The original plan of the park drawn up in 2006 designating paths, house, studio, native and exotic areas and sculpture rooms.   Origin of the World, Bronze

The property had five established trees on what was originally a sheep paddock; the eucalypts are all gradually coming back to a beautiful lushness after years of drought coupled with the compaction of the soil by grazing. The Gum tree that suffered the most forms a great nesting habitat for birds. The ponds have encouraged more birds to nest in the nearby trees as they provide food and water, and encouraged indigenous frogs to recolonise the land. The frog's calls can be quite deafening the night before rain. A pair of native ducks has adopted the largest pond.

 
The first series of ponds   Peron's Tree frog

Seed raising is a regular activity of Stephen’s as he propagates many of the natives from seeds as well as cuttings. The Banksias have been particularly successful since he started burning the seed pods on the barbeque to extract the seeds. One thousand native trees and shrubs have been planted over the last four years, many of them propagated by Stephen.

 
Many of the bushes on the native sculpture walk have been propogated by Stephen   Orpheo, Bronze

 
The vegetable patch has grown to 30 x 6 m over the years in their quest for self sufficiency; with preserving and freezing providing the means for year round produce.
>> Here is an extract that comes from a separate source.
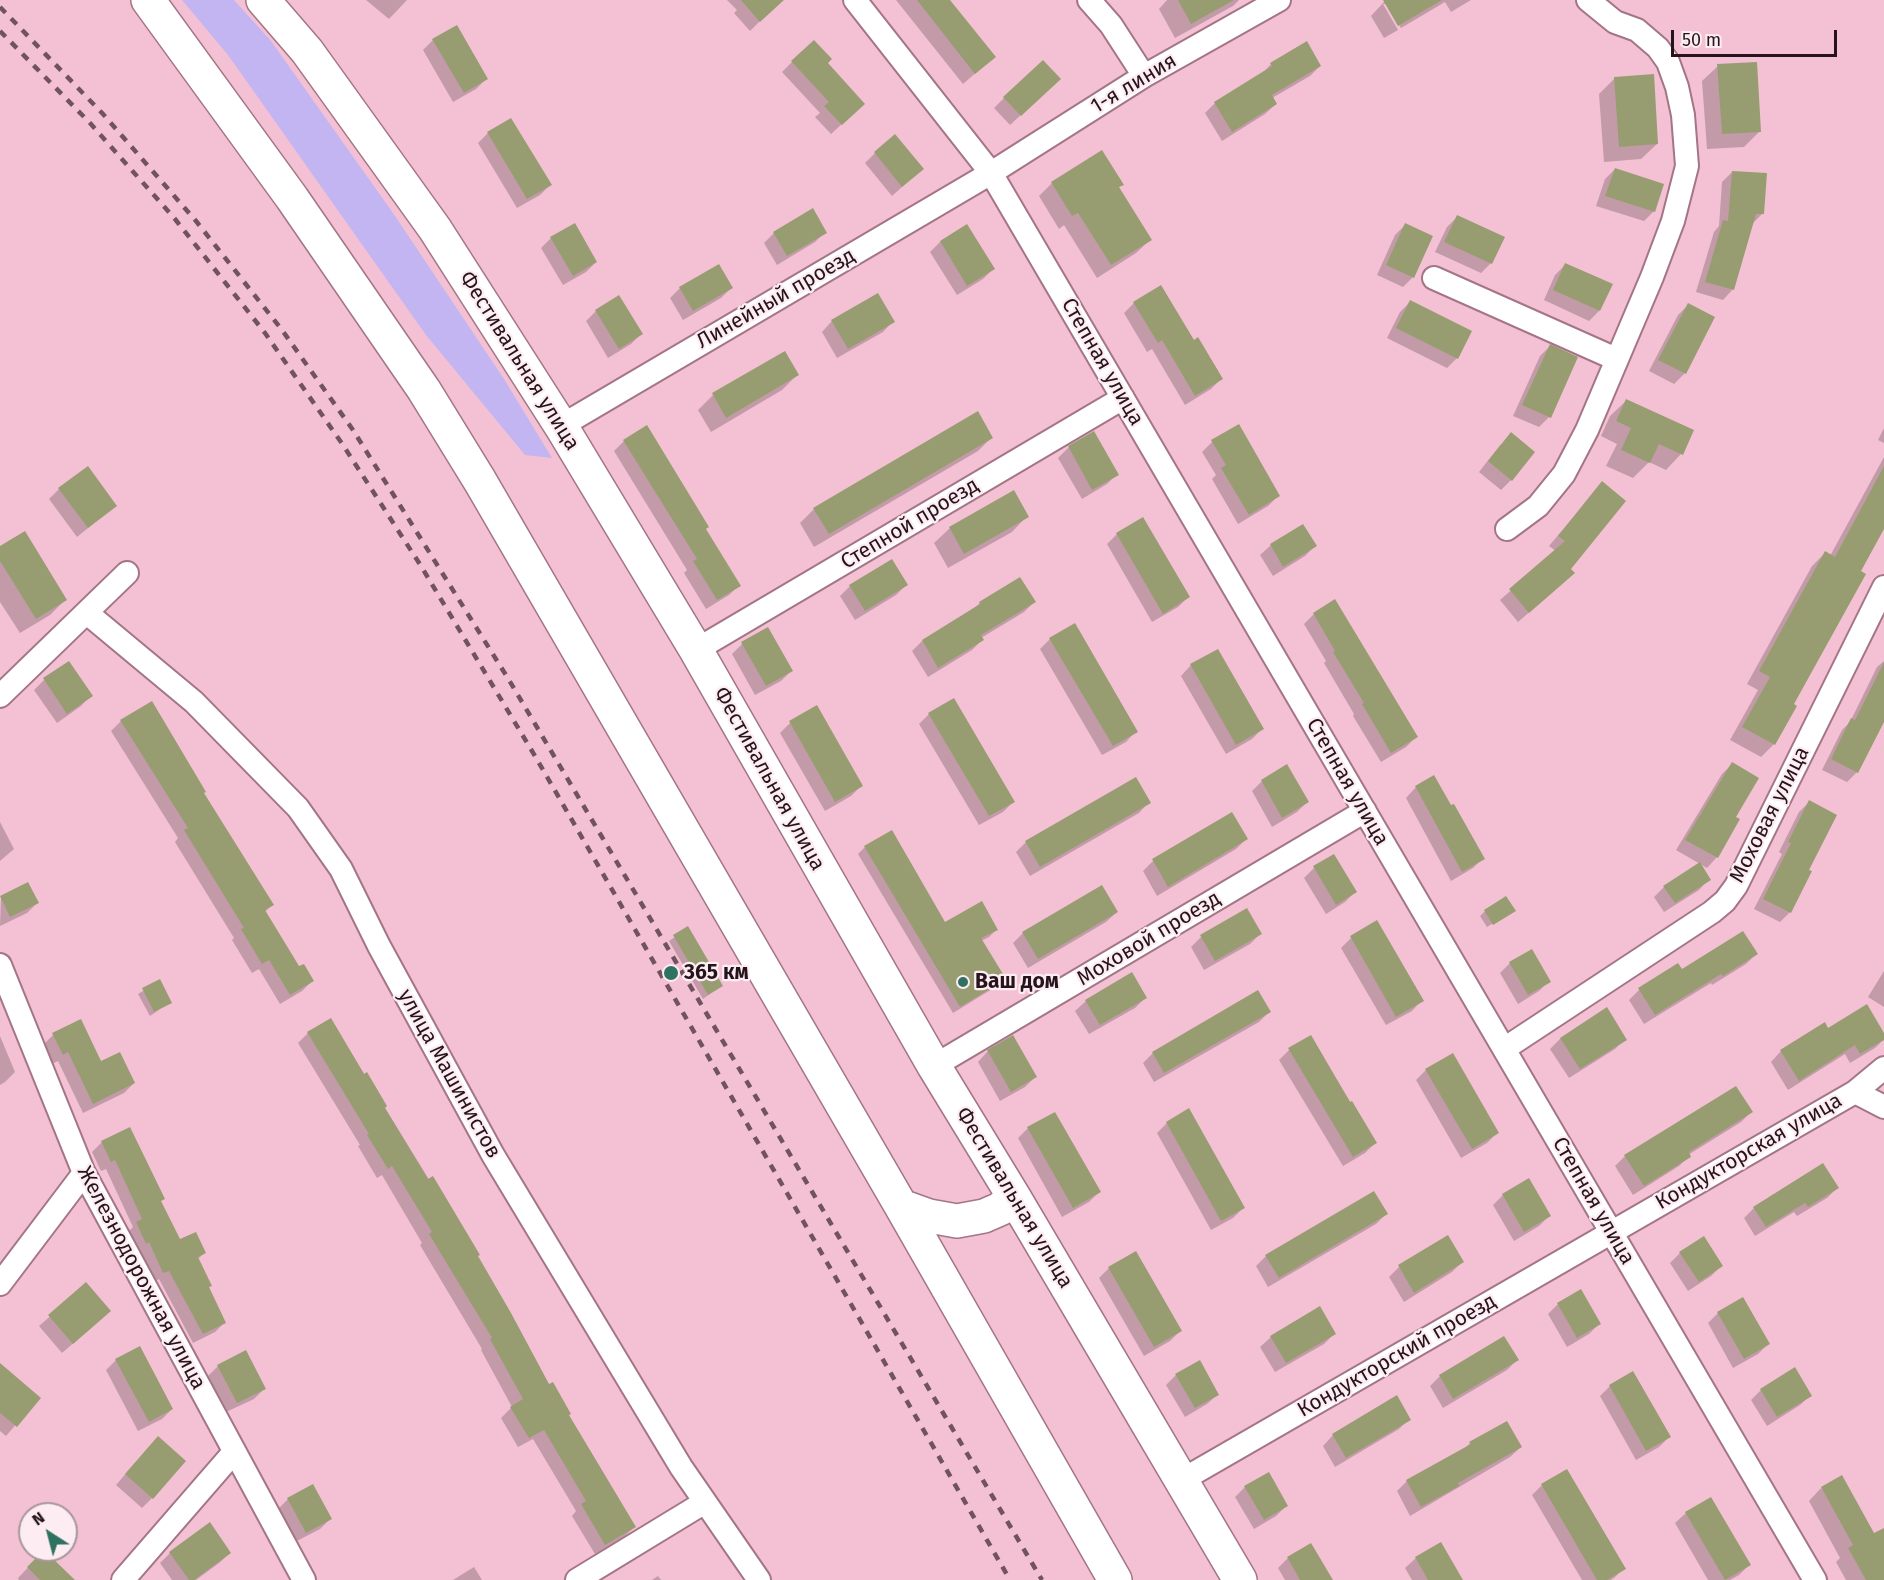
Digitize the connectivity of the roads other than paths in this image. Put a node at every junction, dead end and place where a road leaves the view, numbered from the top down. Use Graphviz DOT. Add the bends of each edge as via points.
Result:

Stephen recently built a chicken coup in the veggie patch for their two Wyandotte chickens, the girls are allowed to roam the patch for an hour a day keeping down the weeds on the paths and eating the unwanted bugs.

 
Veggie patch 2010   Unofficial Rose; For St Christopher, Bronze

 

Stephen has recently begun making bases for the nearly thirty sculptures that live permanently outdoors. Others are added from inside the house for the Open Day as the bronze doesn’t always retain the brightness of the special colour effects of Stephanie’s sculptures if exposed to the elements. Sculptures of family members, giant flowers, animals and fish populate the most established native area. An avenue of Manchurian pear trees leads to a cypress circle, a bronze bust of Stephanie’s step-daughter, Sylvie, stands in the centre of the circle in a pink cement font surrounded by a circular bed of succulents. Most of the large bronze sculptures were cast in Sydney in 2000 at three different foundries using different techniques and casting processes. The whole process took many months of work before the sculptures were ready for their debut at Floriade that year.

 
Sylvie, Bronze, Stainless steel and cement fondu   Seating area by the ponds

From the cypress circle one can walk down the nut avenue planted two years ago with walnuts, almonds and three types of sweet chestnuts, towards the Fish carved from Silky Oak from a tree that Stephanie had cut down in Sydney twelve years ago. Other pieces from the same tree form seats by the ponds up at the studio; resting places to sit and listen to the frogs and the birds that make the oldest River Red Gum their home.

 
Eastern Bearded Dragon   Fish, Silky Oak

 


Details

Orion Sculpture Park, Yass

EXTRAS        Open studio with Stephanie's paintings.
ADDRESS     17 Archer Close, Yass.
DIRECTIONS            Entering Yass from Canberra, take main street over river & turn right into Orion St, left into Waterworks Rd, left into Archer Close.
AUSTRALIAN OPEN GARDEN SCHEME   29-30 Oct 2011. 10am-4.30pm. $6.00.
CLASSIC YASS, YASS ARTS TRAIL 5 – 6 Nov 2011. 10am-4.30pm. $6.00.